## [Task details]
Would you print each of the entries below precisely as given?

(Saved entries)
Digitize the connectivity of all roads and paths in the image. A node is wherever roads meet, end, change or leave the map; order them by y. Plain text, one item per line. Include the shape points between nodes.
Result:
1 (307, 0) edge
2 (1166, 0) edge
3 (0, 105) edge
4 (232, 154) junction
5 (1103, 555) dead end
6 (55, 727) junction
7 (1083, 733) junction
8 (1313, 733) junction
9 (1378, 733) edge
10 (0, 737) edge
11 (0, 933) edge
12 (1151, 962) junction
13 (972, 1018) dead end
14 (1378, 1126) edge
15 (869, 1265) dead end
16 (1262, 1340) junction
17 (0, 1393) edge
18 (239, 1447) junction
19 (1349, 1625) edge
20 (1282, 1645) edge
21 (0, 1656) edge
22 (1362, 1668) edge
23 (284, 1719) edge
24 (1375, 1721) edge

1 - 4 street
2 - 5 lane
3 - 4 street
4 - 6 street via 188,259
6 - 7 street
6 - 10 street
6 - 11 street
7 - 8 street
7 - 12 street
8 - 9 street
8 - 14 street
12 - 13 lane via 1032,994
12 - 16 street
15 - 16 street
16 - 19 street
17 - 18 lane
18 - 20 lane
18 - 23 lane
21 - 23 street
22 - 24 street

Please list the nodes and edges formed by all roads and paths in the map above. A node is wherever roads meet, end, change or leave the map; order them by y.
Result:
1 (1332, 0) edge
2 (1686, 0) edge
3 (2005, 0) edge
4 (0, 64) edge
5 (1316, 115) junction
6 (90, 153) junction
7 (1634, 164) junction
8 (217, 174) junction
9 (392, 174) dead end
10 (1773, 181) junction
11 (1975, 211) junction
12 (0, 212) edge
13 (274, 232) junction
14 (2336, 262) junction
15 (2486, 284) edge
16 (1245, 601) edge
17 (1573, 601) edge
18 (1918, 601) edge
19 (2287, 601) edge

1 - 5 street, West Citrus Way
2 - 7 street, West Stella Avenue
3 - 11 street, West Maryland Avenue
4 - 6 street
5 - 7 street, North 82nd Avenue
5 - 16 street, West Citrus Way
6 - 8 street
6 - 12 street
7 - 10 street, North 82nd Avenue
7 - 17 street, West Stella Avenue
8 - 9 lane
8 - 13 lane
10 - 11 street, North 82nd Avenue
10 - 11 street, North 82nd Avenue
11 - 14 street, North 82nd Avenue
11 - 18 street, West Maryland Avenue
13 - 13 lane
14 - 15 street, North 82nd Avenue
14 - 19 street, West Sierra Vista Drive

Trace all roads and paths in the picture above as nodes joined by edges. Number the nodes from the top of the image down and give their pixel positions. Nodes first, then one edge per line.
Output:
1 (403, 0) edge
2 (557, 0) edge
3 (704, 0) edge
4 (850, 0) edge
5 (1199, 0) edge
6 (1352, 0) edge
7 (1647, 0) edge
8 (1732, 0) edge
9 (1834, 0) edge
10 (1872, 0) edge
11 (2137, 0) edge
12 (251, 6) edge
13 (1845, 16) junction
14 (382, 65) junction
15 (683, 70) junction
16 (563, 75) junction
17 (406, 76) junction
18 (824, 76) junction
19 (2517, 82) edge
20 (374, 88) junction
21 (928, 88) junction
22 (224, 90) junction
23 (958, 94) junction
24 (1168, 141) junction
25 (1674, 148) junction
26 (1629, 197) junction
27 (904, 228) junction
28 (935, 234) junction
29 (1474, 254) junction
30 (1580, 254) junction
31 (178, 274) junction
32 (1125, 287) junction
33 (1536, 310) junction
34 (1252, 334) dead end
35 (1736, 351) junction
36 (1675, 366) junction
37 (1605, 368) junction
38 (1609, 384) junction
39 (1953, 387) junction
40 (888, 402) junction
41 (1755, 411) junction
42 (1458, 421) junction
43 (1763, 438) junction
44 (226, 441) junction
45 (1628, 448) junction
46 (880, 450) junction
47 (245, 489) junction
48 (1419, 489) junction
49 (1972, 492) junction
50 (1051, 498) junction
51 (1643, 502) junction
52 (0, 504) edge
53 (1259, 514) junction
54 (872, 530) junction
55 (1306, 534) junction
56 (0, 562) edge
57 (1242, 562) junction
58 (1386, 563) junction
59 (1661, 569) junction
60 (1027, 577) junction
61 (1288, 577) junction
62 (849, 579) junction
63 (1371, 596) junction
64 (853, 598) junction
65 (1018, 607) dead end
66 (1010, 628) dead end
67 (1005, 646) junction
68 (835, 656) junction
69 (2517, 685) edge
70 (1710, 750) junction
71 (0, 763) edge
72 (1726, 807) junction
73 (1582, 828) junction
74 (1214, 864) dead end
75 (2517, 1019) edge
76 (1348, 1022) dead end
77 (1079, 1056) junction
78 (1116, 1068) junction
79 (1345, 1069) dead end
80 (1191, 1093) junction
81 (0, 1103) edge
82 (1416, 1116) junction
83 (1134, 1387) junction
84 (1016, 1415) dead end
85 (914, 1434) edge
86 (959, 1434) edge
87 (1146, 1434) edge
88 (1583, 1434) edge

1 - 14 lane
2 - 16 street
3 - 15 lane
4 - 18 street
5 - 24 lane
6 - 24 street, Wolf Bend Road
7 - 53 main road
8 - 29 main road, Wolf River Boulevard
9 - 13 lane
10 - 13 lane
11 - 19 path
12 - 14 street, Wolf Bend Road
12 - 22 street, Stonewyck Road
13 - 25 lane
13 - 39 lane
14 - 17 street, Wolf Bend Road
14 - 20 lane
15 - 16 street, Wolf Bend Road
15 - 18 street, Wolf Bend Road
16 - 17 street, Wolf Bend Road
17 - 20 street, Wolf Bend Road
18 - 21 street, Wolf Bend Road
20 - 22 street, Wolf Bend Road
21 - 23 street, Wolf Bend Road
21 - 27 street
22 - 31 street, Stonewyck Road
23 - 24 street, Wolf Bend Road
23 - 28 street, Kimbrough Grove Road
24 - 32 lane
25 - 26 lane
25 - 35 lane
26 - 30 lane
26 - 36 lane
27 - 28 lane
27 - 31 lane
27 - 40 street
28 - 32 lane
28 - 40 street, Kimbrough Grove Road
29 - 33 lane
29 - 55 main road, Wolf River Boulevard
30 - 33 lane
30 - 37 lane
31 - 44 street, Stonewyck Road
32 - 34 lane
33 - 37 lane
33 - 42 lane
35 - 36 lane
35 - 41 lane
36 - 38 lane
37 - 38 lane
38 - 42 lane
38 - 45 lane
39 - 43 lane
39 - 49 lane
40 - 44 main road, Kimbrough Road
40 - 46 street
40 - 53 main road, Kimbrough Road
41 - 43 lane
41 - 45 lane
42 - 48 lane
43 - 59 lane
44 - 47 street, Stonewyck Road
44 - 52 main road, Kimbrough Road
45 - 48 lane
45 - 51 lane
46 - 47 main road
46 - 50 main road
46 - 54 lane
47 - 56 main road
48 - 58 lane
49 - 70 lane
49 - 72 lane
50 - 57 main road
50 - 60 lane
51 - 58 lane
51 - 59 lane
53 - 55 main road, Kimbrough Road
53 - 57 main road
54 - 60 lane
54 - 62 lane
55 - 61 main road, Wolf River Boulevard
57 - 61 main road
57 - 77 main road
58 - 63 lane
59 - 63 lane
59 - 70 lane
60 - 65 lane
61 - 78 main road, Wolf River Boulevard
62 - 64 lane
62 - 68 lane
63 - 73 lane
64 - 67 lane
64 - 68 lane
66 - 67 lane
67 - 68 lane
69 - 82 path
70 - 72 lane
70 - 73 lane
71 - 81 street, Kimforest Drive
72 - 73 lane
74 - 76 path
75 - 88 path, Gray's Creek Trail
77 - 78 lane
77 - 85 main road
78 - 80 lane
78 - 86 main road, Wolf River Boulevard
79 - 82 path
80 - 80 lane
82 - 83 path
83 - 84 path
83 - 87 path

## [Solution for this task]
Digitize the connectivity of all roads and paths in the image. A node is wherever roads meet, end, change or leave the map; order them by y. Plain text, one item per line. Include the shape points between nodes.
Result:
1 (307, 0) edge
2 (1166, 0) edge
3 (0, 105) edge
4 (232, 154) junction
5 (1103, 555) dead end
6 (55, 727) junction
7 (1083, 733) junction
8 (1313, 733) junction
9 (1378, 733) edge
10 (0, 737) edge
11 (0, 933) edge
12 (1151, 962) junction
13 (972, 1018) dead end
14 (1378, 1126) edge
15 (869, 1265) dead end
16 (1262, 1340) junction
17 (0, 1393) edge
18 (239, 1447) junction
19 (1349, 1625) edge
20 (1282, 1645) edge
21 (0, 1656) edge
22 (1362, 1668) edge
23 (284, 1719) edge
24 (1375, 1721) edge

1 - 4 street
2 - 5 lane
3 - 4 street
4 - 6 street via 188,259
6 - 7 street
6 - 10 street
6 - 11 street
7 - 8 street
7 - 12 street
8 - 9 street
8 - 14 street
12 - 13 lane via 1032,994
12 - 16 street
15 - 16 street
16 - 19 street
17 - 18 lane
18 - 20 lane
18 - 23 lane
21 - 23 street
22 - 24 street

Please list the nodes and edges formed by all roads and paths in the map above. A node is wherever roads meet, end, change or leave the map; order them by y.
Result:
1 (1332, 0) edge
2 (1686, 0) edge
3 (2005, 0) edge
4 (0, 64) edge
5 (1316, 115) junction
6 (90, 153) junction
7 (1634, 164) junction
8 (217, 174) junction
9 (392, 174) dead end
10 (1773, 181) junction
11 (1975, 211) junction
12 (0, 212) edge
13 (274, 232) junction
14 (2336, 262) junction
15 (2486, 284) edge
16 (1245, 601) edge
17 (1573, 601) edge
18 (1918, 601) edge
19 (2287, 601) edge

1 - 5 street, West Citrus Way
2 - 7 street, West Stella Avenue
3 - 11 street, West Maryland Avenue
4 - 6 street
5 - 7 street, North 82nd Avenue
5 - 16 street, West Citrus Way
6 - 8 street
6 - 12 street
7 - 10 street, North 82nd Avenue
7 - 17 street, West Stella Avenue
8 - 9 lane
8 - 13 lane
10 - 11 street, North 82nd Avenue
10 - 11 street, North 82nd Avenue
11 - 14 street, North 82nd Avenue
11 - 18 street, West Maryland Avenue
13 - 13 lane
14 - 15 street, North 82nd Avenue
14 - 19 street, West Sierra Vista Drive

Trace all roads and paths in the picture above as nodes joined by edges. Number the nodes from the top of the image down and give their pixel positions. Nodes first, then one edge per line.
Output:
1 (403, 0) edge
2 (557, 0) edge
3 (704, 0) edge
4 (850, 0) edge
5 (1199, 0) edge
6 (1352, 0) edge
7 (1647, 0) edge
8 (1732, 0) edge
9 (1834, 0) edge
10 (1872, 0) edge
11 (2137, 0) edge
12 (251, 6) edge
13 (1845, 16) junction
14 (382, 65) junction
15 (683, 70) junction
16 (563, 75) junction
17 (406, 76) junction
18 (824, 76) junction
19 (2517, 82) edge
20 (374, 88) junction
21 (928, 88) junction
22 (224, 90) junction
23 (958, 94) junction
24 (1168, 141) junction
25 (1674, 148) junction
26 (1629, 197) junction
27 (904, 228) junction
28 (935, 234) junction
29 (1474, 254) junction
30 (1580, 254) junction
31 (178, 274) junction
32 (1125, 287) junction
33 (1536, 310) junction
34 (1252, 334) dead end
35 (1736, 351) junction
36 (1675, 366) junction
37 (1605, 368) junction
38 (1609, 384) junction
39 (1953, 387) junction
40 (888, 402) junction
41 (1755, 411) junction
42 (1458, 421) junction
43 (1763, 438) junction
44 (226, 441) junction
45 (1628, 448) junction
46 (880, 450) junction
47 (245, 489) junction
48 (1419, 489) junction
49 (1972, 492) junction
50 (1051, 498) junction
51 (1643, 502) junction
52 (0, 504) edge
53 (1259, 514) junction
54 (872, 530) junction
55 (1306, 534) junction
56 (0, 562) edge
57 (1242, 562) junction
58 (1386, 563) junction
59 (1661, 569) junction
60 (1027, 577) junction
61 (1288, 577) junction
62 (849, 579) junction
63 (1371, 596) junction
64 (853, 598) junction
65 (1018, 607) dead end
66 (1010, 628) dead end
67 (1005, 646) junction
68 (835, 656) junction
69 (2517, 685) edge
70 (1710, 750) junction
71 (0, 763) edge
72 (1726, 807) junction
73 (1582, 828) junction
74 (1214, 864) dead end
75 (2517, 1019) edge
76 (1348, 1022) dead end
77 (1079, 1056) junction
78 (1116, 1068) junction
79 (1345, 1069) dead end
80 (1191, 1093) junction
81 (0, 1103) edge
82 (1416, 1116) junction
83 (1134, 1387) junction
84 (1016, 1415) dead end
85 (914, 1434) edge
86 (959, 1434) edge
87 (1146, 1434) edge
88 (1583, 1434) edge

1 - 14 lane
2 - 16 street
3 - 15 lane
4 - 18 street
5 - 24 lane
6 - 24 street, Wolf Bend Road
7 - 53 main road
8 - 29 main road, Wolf River Boulevard
9 - 13 lane
10 - 13 lane
11 - 19 path
12 - 14 street, Wolf Bend Road
12 - 22 street, Stonewyck Road
13 - 25 lane
13 - 39 lane
14 - 17 street, Wolf Bend Road
14 - 20 lane
15 - 16 street, Wolf Bend Road
15 - 18 street, Wolf Bend Road
16 - 17 street, Wolf Bend Road
17 - 20 street, Wolf Bend Road
18 - 21 street, Wolf Bend Road
20 - 22 street, Wolf Bend Road
21 - 23 street, Wolf Bend Road
21 - 27 street
22 - 31 street, Stonewyck Road
23 - 24 street, Wolf Bend Road
23 - 28 street, Kimbrough Grove Road
24 - 32 lane
25 - 26 lane
25 - 35 lane
26 - 30 lane
26 - 36 lane
27 - 28 lane
27 - 31 lane
27 - 40 street
28 - 32 lane
28 - 40 street, Kimbrough Grove Road
29 - 33 lane
29 - 55 main road, Wolf River Boulevard
30 - 33 lane
30 - 37 lane
31 - 44 street, Stonewyck Road
32 - 34 lane
33 - 37 lane
33 - 42 lane
35 - 36 lane
35 - 41 lane
36 - 38 lane
37 - 38 lane
38 - 42 lane
38 - 45 lane
39 - 43 lane
39 - 49 lane
40 - 44 main road, Kimbrough Road
40 - 46 street
40 - 53 main road, Kimbrough Road
41 - 43 lane
41 - 45 lane
42 - 48 lane
43 - 59 lane
44 - 47 street, Stonewyck Road
44 - 52 main road, Kimbrough Road
45 - 48 lane
45 - 51 lane
46 - 47 main road
46 - 50 main road
46 - 54 lane
47 - 56 main road
48 - 58 lane
49 - 70 lane
49 - 72 lane
50 - 57 main road
50 - 60 lane
51 - 58 lane
51 - 59 lane
53 - 55 main road, Kimbrough Road
53 - 57 main road
54 - 60 lane
54 - 62 lane
55 - 61 main road, Wolf River Boulevard
57 - 61 main road
57 - 77 main road
58 - 63 lane
59 - 63 lane
59 - 70 lane
60 - 65 lane
61 - 78 main road, Wolf River Boulevard
62 - 64 lane
62 - 68 lane
63 - 73 lane
64 - 67 lane
64 - 68 lane
66 - 67 lane
67 - 68 lane
69 - 82 path
70 - 72 lane
70 - 73 lane
71 - 81 street, Kimforest Drive
72 - 73 lane
74 - 76 path
75 - 88 path, Gray's Creek Trail
77 - 78 lane
77 - 85 main road
78 - 80 lane
78 - 86 main road, Wolf River Boulevard
79 - 82 path
80 - 80 lane
82 - 83 path
83 - 84 path
83 - 87 path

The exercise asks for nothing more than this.